On Friday, February 5, Governor Pedro Pierluisi of Puerto Rico made clear that his declaration of a state of emergency against gender violence was inclusive of LGBQ people. More than a week after his initial order, Pierluisi got into details of his executive decision.
In an interview on Good Morning America, the governor said, “It’s been too long, this pattern of male chauvinism-related violence, femicides, homophobic and transphobic violence. We want to promote diversity, respect each other.”

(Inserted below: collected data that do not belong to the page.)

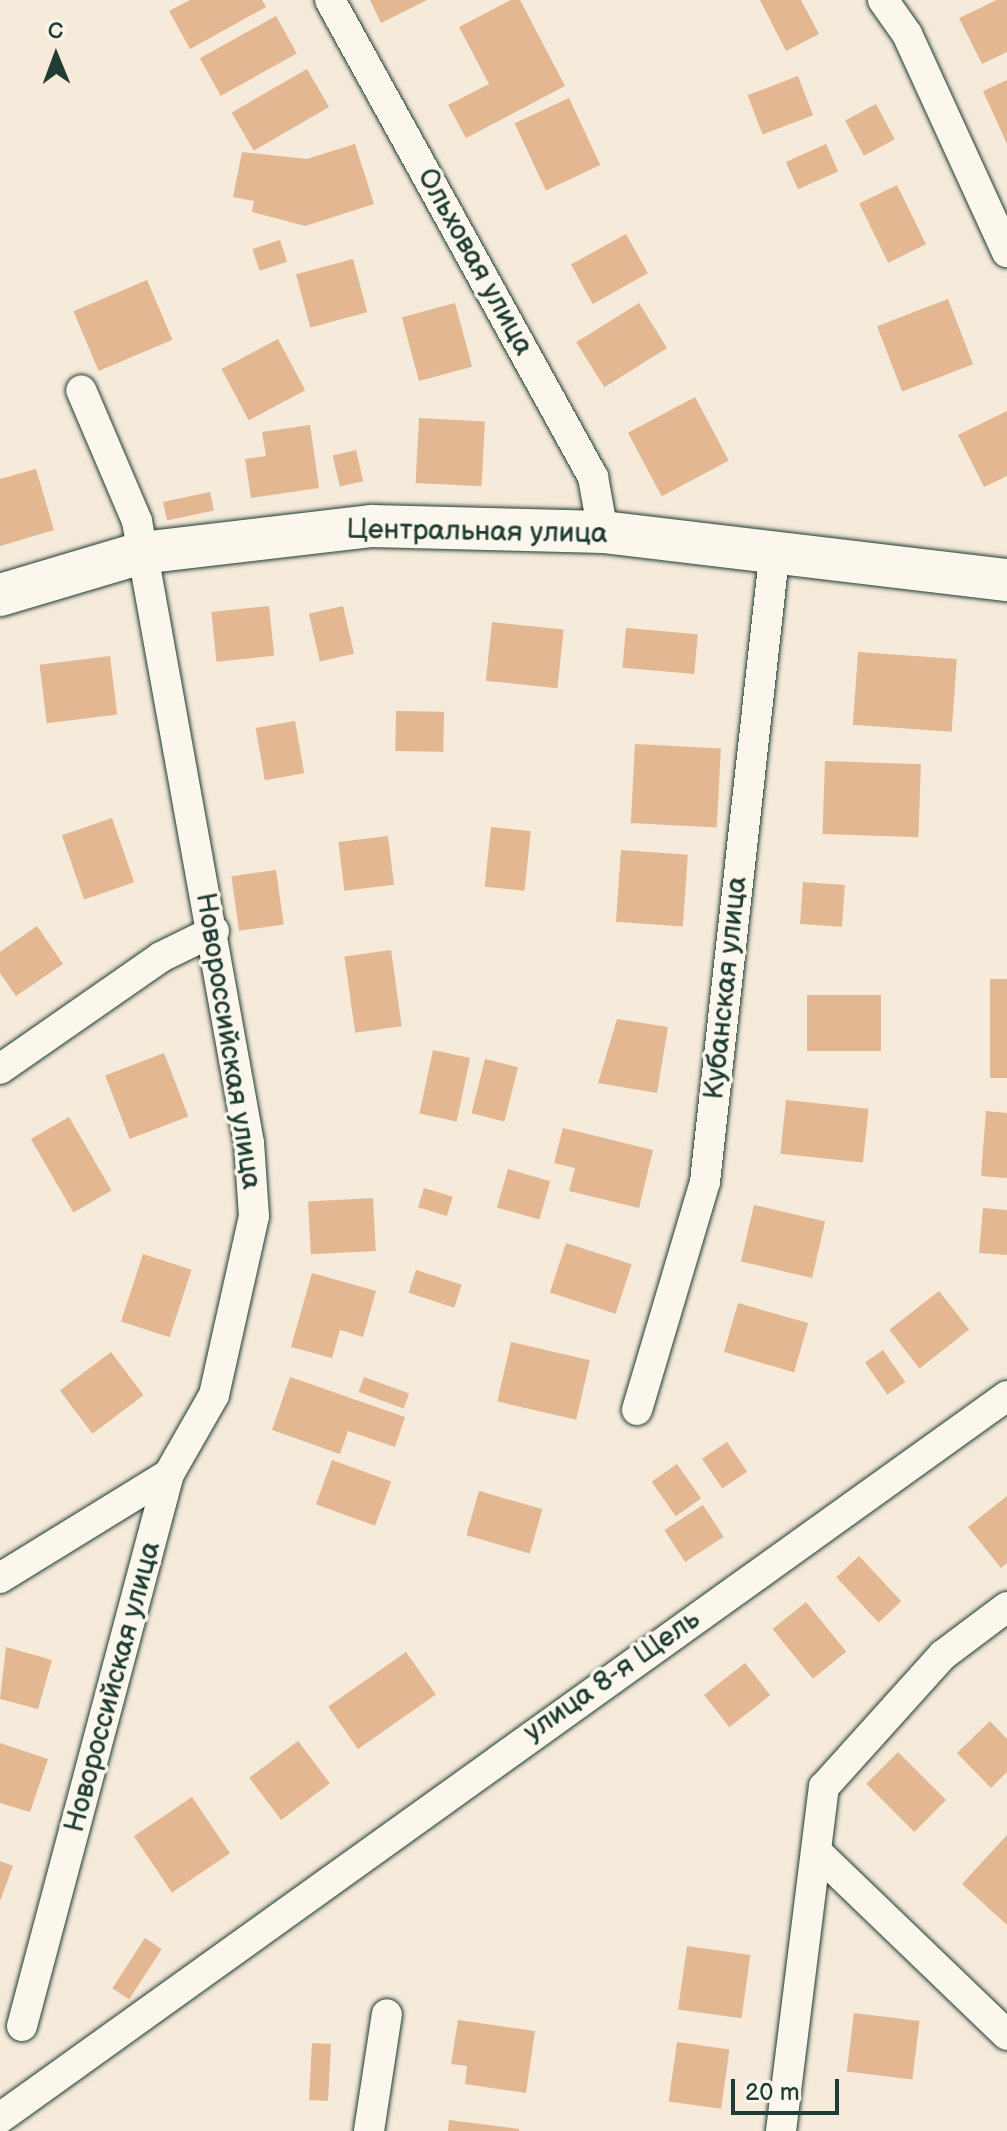 <!DOCTYPE html>
<meta charset="utf-8">
<style>
body{margin:0}
#map{position:relative;width:1007px;height:2131px;overflow:hidden;background:#f6eada;font-family:"Balsamiq Sans",sans-serif}
div>[style]{position:absolute}
.building>*{inset:0;background:#e2b792;transform-origin:0 0}
.roads{filter:drop-shadow(0 0 2px #1f3d34) drop-shadow(0 0 2px #1f3d34)}
.street>*{height:30px;margin:-15px;padding:0 15px;transform-origin:15px;border-radius:15px;background:#fbf7ec}
.secondary>*{height:42px;margin:-21px;padding:0 21px;transform-origin:21px;border-radius:21px;background:#fbf7ec}
span{translate:-50% -50%;white-space:nowrap;text-align:center;line-height:1.15;-webkit-text-stroke:7px #fbf7ec;paint-order:stroke}
.street-label{font-size:28px;color:#1f3d34}
.north{position:absolute;left:16px;top:16px;width:80px;height:80px;-webkit-text-stroke:6px #fbf7ec;paint-order:stroke;rotate:359deg;font-size:22px;font-weight:700;line-height:32px;text-align:center;color:#1f3d34}
.north::after{content:'';display:block;margin:auto;width:28px;height:36px;background:#1f3d34;clip-path:polygon(50% 0,100% 100%,50% 72%,0 100%)}
.scale{position:absolute;left:731px;top:2079px;width:108px;height:36px;box-sizing:border-box;border:4px solid #1f3d34;border-top:0;padding-left:10px;font-size:24px;line-height:28px;white-space:nowrap;color:#1f3d34;-webkit-text-stroke:6px #fbf7ec;paint-order:stroke}
</style>
<div id="map">
<div class="building">
<div style="clip-path:polygon(190px 0,262px 0,266px 7px,190px 49px,169px 11px)"></div>
<div style="clip-path:polygon(370px 0,427px 0,381px 23px)"></div>
<div style="clip-path:polygon(511px 0,520px 0,565px 86px,466px 138px,448px 105px,489px 84px,459px 27px)"></div>
<div style="clip-path:polygon(760px 0,801px 0,819px 34px,786px 51px)"></div>
<div style="clip-path:polygon(997px 0,1007px 0,1007px 52px,982px 64px,959px 18px)"></div>
<div style="left:276px;top:16px;width:43px;height:87px;rotate:61deg"></div>
<div style="left:307px;top:69px;width:44px;height:87px;rotate:60deg"></div>
<div style="left:798px;top:76px;width:42px;height:54px;rotate:69deg"></div>
<div style="clip-path:polygon(1007px 80px,1007px 144px,983px 91px)"></div>
<div style="left:569px;top:98px;width:74px;height:60px;rotate:65deg"></div>
<div style="left:876px;top:104px;width:40px;height:35px;rotate:62deg"></div>
<div style="clip-path:polygon(355px 144px,374px 204px,305px 226px,252px 212px,254px 201px,233px 197px,242px 152px,307px 159px)"></div>
<div style="left:826px;top:144px;width:30px;height:44px;rotate:66deg"></div>
<div style="left:897px;top:185px;width:66px;height:42px;rotate:64deg"></div>
<div style="left:626px;top:234px;width:45px;height:63px;rotate:61deg"></div>
<div style="left:280px;top:240px;width:23px;height:29px;rotate:72deg"></div>
<div style="left:353px;top:259px;width:55px;height:59px;rotate:75deg"></div>
<div style="left:147px;top:280px;width:65px;height:80px;rotate:67deg"></div>
<div style="left:948px;top:299px;width:70px;height:76px;rotate:69deg"></div>
<div style="left:455px;top:303px;width:66px;height:55px;rotate:75deg"></div>
<div style="left:639px;top:303px;width:53px;height:74px;rotate:58deg"></div>
<div style="left:278px;top:339px;width:58px;height:64px;rotate:62deg"></div>
<div style="left:695px;top:397px;width:72px;height:76px;rotate:62deg"></div>
<div style="clip-path:polygon(1007px 411px,1007px 476px,984px 487px,958px 435px)"></div>
<div style="left:419px;top:418px;width:66px;height:65px;rotate:3deg"></div>
<div style="clip-path:polygon(310px 425px,319px 488px,251px 498px,245px 459px,266px 456px,262px 432px)"></div>
<div style="left:356px;top:450px;width:32px;height:24px;rotate:77deg"></div>
<div style="clip-path:polygon(36px 469px,54px 530px,0 546px,0 479px)"></div>
<div style="left:210px;top:492px;width:19px;height:48px;rotate:78deg"></div>
<div style="left:269px;top:606px;width:50px;height:58px;rotate:84deg"></div>
<div style="left:343px;top:606px;width:49px;height:35px;rotate:77deg"></div>
<div style="left:492px;top:622px;width:72px;height:59px;rotate:6deg"></div>
<div style="left:626px;top:628px;width:72px;height:40px;rotate:5deg"></div>
<div style="left:858px;top:652px;width:99px;height:73px;rotate:4deg"></div>
<div style="left:110px;top:656px;width:59px;height:71px;rotate:83deg"></div>
<div style="left:396px;top:711px;width:48px;height:40px;rotate:1deg"></div>
<div style="left:295px;top:721px;width:53px;height:40px;rotate:80deg"></div>
<div style="left:635px;top:744px;width:86px;height:79px;rotate:3deg"></div>
<div style="left:825px;top:761px;width:96px;height:73px;rotate:2deg"></div>
<div style="left:112px;top:818px;width:68px;height:53px;rotate:71deg"></div>
<div style="left:491px;top:827px;width:40px;height:60px;rotate:6deg"></div>
<div style="left:388px;top:836px;width:49px;height:50px;rotate:83deg"></div>
<div style="left:621px;top:850px;width:67px;height:72px;rotate:4deg"></div>
<div style="left:276px;top:870px;width:55px;height:45px;rotate:82deg"></div>
<div style="left:803px;top:882px;width:42px;height:42px;rotate:4deg"></div>
<div style="clip-path:polygon(37px 926px,63px 964px,16px 996px,0 973px,0 952px)"></div>
<div style="left:391px;top:950px;width:77px;height:47px;rotate:82deg"></div>
<div style="left:990px;top:979px;width:17px;height:99px"></div>
<div style="left:807px;top:995px;width:74px;height:56px"></div>
<div style="clip-path:polygon(617px 1019px,668px 1027px,657px 1093px,598px 1083px)"></div>
<div style="left:433px;top:1050px;width:38px;height:65px;rotate:12deg"></div>
<div style="left:164px;top:1053px;width:68px;height:63px;rotate:69deg"></div>
<div style="left:485px;top:1059px;width:34px;height:56px;rotate:14deg"></div>
<div style="left:786px;top:1100px;width:83px;height:54px;rotate:6deg"></div>
<div style="clip-path:polygon(986px 1111px,1007px 1113px,1007px 1178px,981px 1176px)"></div>
<div style="left:69px;top:1117px;width:85px;height:44px;rotate:60deg"></div>
<div style="clip-path:polygon(563px 1128px,653px 1150px,639px 1208px,569px 1191px,575px 1168px,554px 1163px)"></div>
<div style="left:508px;top:1169px;width:44px;height:40px;rotate:16deg"></div>
<div style="left:424px;top:1188px;width:30px;height:20px;rotate:17deg"></div>
<div style="left:373px;top:1198px;width:53px;height:65px;rotate:87deg"></div>
<div style="left:754px;top:1205px;width:73px;height:58px;rotate:13deg"></div>
<div style="clip-path:polygon(983px 1208px,1007px 1210px,1007px 1255px,979px 1253px)"></div>
<div style="left:566px;top:1243px;width:69px;height:52px;rotate:18deg"></div>
<div style="left:143px;top:1254px;width:51px;height:71px;rotate:18deg"></div>
<div style="left:416px;top:1270px;width:48px;height:24px;rotate:18deg"></div>
<div style="clip-path:polygon(312px 1273px,376px 1291px,363px 1337px,340px 1330px,332px 1358px,291px 1347px)"></div>
<div style="left:939px;top:1291px;width:49px;height:63px;rotate:52deg"></div>
<div style="left:738px;top:1303px;width:73px;height:51px;rotate:16deg"></div>
<div style="left:511px;top:1342px;width:81px;height:61px;rotate:13deg"></div>
<div style="left:883px;top:1350px;width:39px;height:22px;rotate:55deg"></div>
<div style="left:111px;top:1352px;width:54px;height:64px;rotate:53deg"></div>
<div style="clip-path:polygon(290px 1377px,405px 1417px,395px 1447px,348px 1431px,340px 1454px,272px 1430px)"></div>
<div style="left:364px;top:1377px;width:48px;height:16px;rotate:20deg"></div>
<div style="left:727px;top:1442px;width:36px;height:30px;rotate:56deg"></div>
<div style="left:332px;top:1460px;width:63px;height:47px;rotate:20deg"></div>
<div style="left:677px;top:1464px;width:42px;height:31px;rotate:55deg"></div>
<div style="left:479px;top:1491px;width:66px;height:46px;rotate:16deg"></div>
<div style="clip-path:polygon(1007px 1496px,1007px 1563px,1001px 1568px,968px 1527px)"></div>
<div style="left:703px;top:1505px;width:38px;height:46px;rotate:57deg"></div>
<div style="left:859px;top:1556px;width:62px;height:31px;rotate:47deg"></div>
<div style="left:806px;top:1602px;width:64px;height:43px;rotate:51deg"></div>
<div style="clip-path:polygon(6px 1647px,52px 1660px,38px 1709px,0 1699px)"></div>
<div style="left:406px;top:1652px;width:52px;height:95px;rotate:55deg"></div>
<div style="left:745px;top:1663px;width:41px;height:52px;rotate:52deg"></div>
<div style="clip-path:polygon(990px 1721px,1007px 1739px,1007px 1772px,991px 1788px,957px 1753px)"></div>
<div style="left:298px;top:1741px;width:53px;height:61px;rotate:53deg"></div>
<div style="clip-path:polygon(0 1743px,48px 1759px,30px 1812px,0 1803px)"></div>
<div style="left:898px;top:1752px;width:68px;height:45px;rotate:45deg"></div>
<div style="left:192px;top:1797px;width:68px;height:70px;rotate:56deg"></div>
<div style="clip-path:polygon(1007px 1835px,1007px 1925px,962px 1884px)"></div>
<div style="clip-path:polygon(0 1861px,13px 1866px,0 1901px)"></div>
<div style="left:145px;top:1938px;width:20px;height:60px;rotate:33deg"></div>
<div style="left:687px;top:1946px;width:64px;height:64px;rotate:8deg"></div>
<div style="left:854px;top:2013px;width:66px;height:59px;rotate:7deg"></div>
<div style="clip-path:polygon(458px 2020px,535px 2031px,526px 2093px,465px 2084px,467px 2066px,451px 2064px)"></div>
<div style="left:677px;top:2042px;width:53px;height:60px;rotate:8deg"></div>
<div style="left:312px;top:2043px;width:19px;height:57px;rotate:3deg"></div>
<div style="clip-path:polygon(449px 2120px,519px 2129px,519px 2131px,448px 2131px)"></div>
</div>
<div class="roads">
<div class="street">
<div style="left:330px;top:0;width:545px;rotate:61.13deg"></div>
<div style="left:593px;top:477px;width:56px;rotate:79.7deg"></div>
<div style="left:883px;top:0;width:42px;rotate:54.8deg"></div>
<div style="left:907px;top:34px;width:240px;rotate:65.4deg"></div>
<div style="left:0;top:1069px;width:196px;rotate:-34.8deg"></div>
<div style="left:161px;top:957px;width:59px;rotate:-26.1deg"></div>
<div style="left:637px;top:1410px;width:238px;rotate:-73.4deg"></div>
<div style="left:705px;top:1182px;width:629px;rotate:-83.7deg"></div>
<div style="left:0;top:1578px;width:198px;rotate:-31.6deg"></div>
<div style="left:819px;top:1854px;width:261px;rotate:43.9deg"></div>
<div style="left:22px;top:2026px;width:571px;rotate:-75.09deg"></div>
<div style="left:169px;top:1474px;width:91px;rotate:-60.3deg"></div>
<div style="left:214px;top:1395px;width:183px;rotate:-77.4deg"></div>
<div style="left:254px;top:1216px;width:73px;rotate:-93.9deg"></div>
<div style="left:249px;top:1143px;width:632px;rotate:-100.21deg"></div>
<div style="left:137px;top:521px;width:142px;rotate:-113.1deg"></div>
<div style="left:0;top:2118px;width:1239px;rotate:-35.64deg"></div>
<div style="left:369px;top:2131px;width:118px;rotate:-81.3deg"></div>
<div style="left:781px;top:2131px;width:347px;rotate:-82.9deg"></div>
<div style="left:824px;top:1787px;width:178px;rotate:-48deg"></div>
<div style="left:943px;top:1655px;width:80px;rotate:-36.9deg"></div>
</div>
<div class="secondary">
<div style="left:0;top:595px;width:147px;rotate:-16.6deg"></div>
<div style="left:141px;top:553px;width:233px;rotate:-6.7deg"></div>
<div style="left:372px;top:526px;width:231px;rotate:1.5deg"></div>
<div style="left:603px;top:532px;width:407px;rotate:6.8deg"></div>
</div>
</div>
<div class="street-label">
<span style="left:475px;top:262px;rotate:61deg">Ольховая улица</span>
<span style="left:477px;top:532px;rotate:1deg">Центральная улица</span>
<span style="left:726px;top:988px;rotate:-84deg">Кубанская улица</span>
<span style="left:228px;top:1041px;rotate:81deg">Новороссийская улица</span>
<span style="left:612px;top:1676px;rotate:-35deg">улица 8-я Щель</span>
<span style="left:113px;top:1687px;rotate:-75deg">Новороссийская улица</span>
</div>
<div class="north">С</div>
<div class="scale">20 m</div>
</div>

estén protegidos, si tienen una orden de protección, por las agencias de ley y orden, tanto federales, estatales y municipales. (2/2)https://t.co/8mFs9E5rLc
— Pedro R. Pierluisi (@pedropierluisi) February 6, 2021
Puerto Rico is seeing a massive uptick in deadly gender violence. According to the island’s Gender Equity Observatory, in 2020 alone, some 60 women were murdered on the island of just over 3 million inhabitants, although authorities officially recognized only eight cases as femicides.
It was not until Angie Noemi González, a 29-year-old nurse, was found strangled two weeks ago in a ravine in Puerto Rico that the government decided to take action.
According to the BBC, for years, dozens of feminist groups, politicians, and music personalities have been calling for the island to take action against a phenomenon that has made it the place in the world with the highest number of women murdered by their partners in the past, according to a report by the American Civil Liberties Union.
A report published in 2019 by Proyecto Matria and another feminist group traced dozens of cases of femicide that had not been considered as such by the authorities and arrived at the estimate that, on average, a woman is murdered every week on the island.
However, gender violence does not only affect Puerto Rican women.
According to a spokesperson for Puerto Rico’s Comité Amplio para la Búsqueda de Equidad (CABE), transgender people are often the victims of doubled violence, frequent stigmatization, and discrimination on the island.
“We have a radical fundamentalist religious sector that continues with the discourse that trans people are against God’s laws, and that has an influence on the way they are seen,” she told the BBC.
According to a 2020 Human Rights Campaign report, the island experienced the largest wave of violence against the LGBTQ community in the last ten years, including seven transgender people, considered by activists as hate crimes.
After Pierluisi’s interview, the founder of the Puerto Rico Para Tod@s, Pedro Julio Serrano, said, “Governor Pedro Pierluisi yesterday during an interview with a U.S. media outlet made an emphatic defense of LGBTTIQ+ people by including them in his declaration of a state of emergency over gender violence. We appreciate this expressed and unequivocal inclusion.”
Pierluisi specified his government’s need and will to equally protect women and trans people.
The national emergency declaration aims to allocate more resources to get a hold on gender-based violence in the commonwealth island, appoint a special government representative on the issue, and create new programs to get more women into the labor market.
On February 7, Pierluisi said, “For too long, vulnerable victims have suffered the consequences of systematic machismo, inequality, discrimination, lack of education, lack of guidance and, above all, lack of lack of action.”
However, only time will tell whether belated strategies will be enough to fight an epidemic that has been undermining the island’s social structure for decades.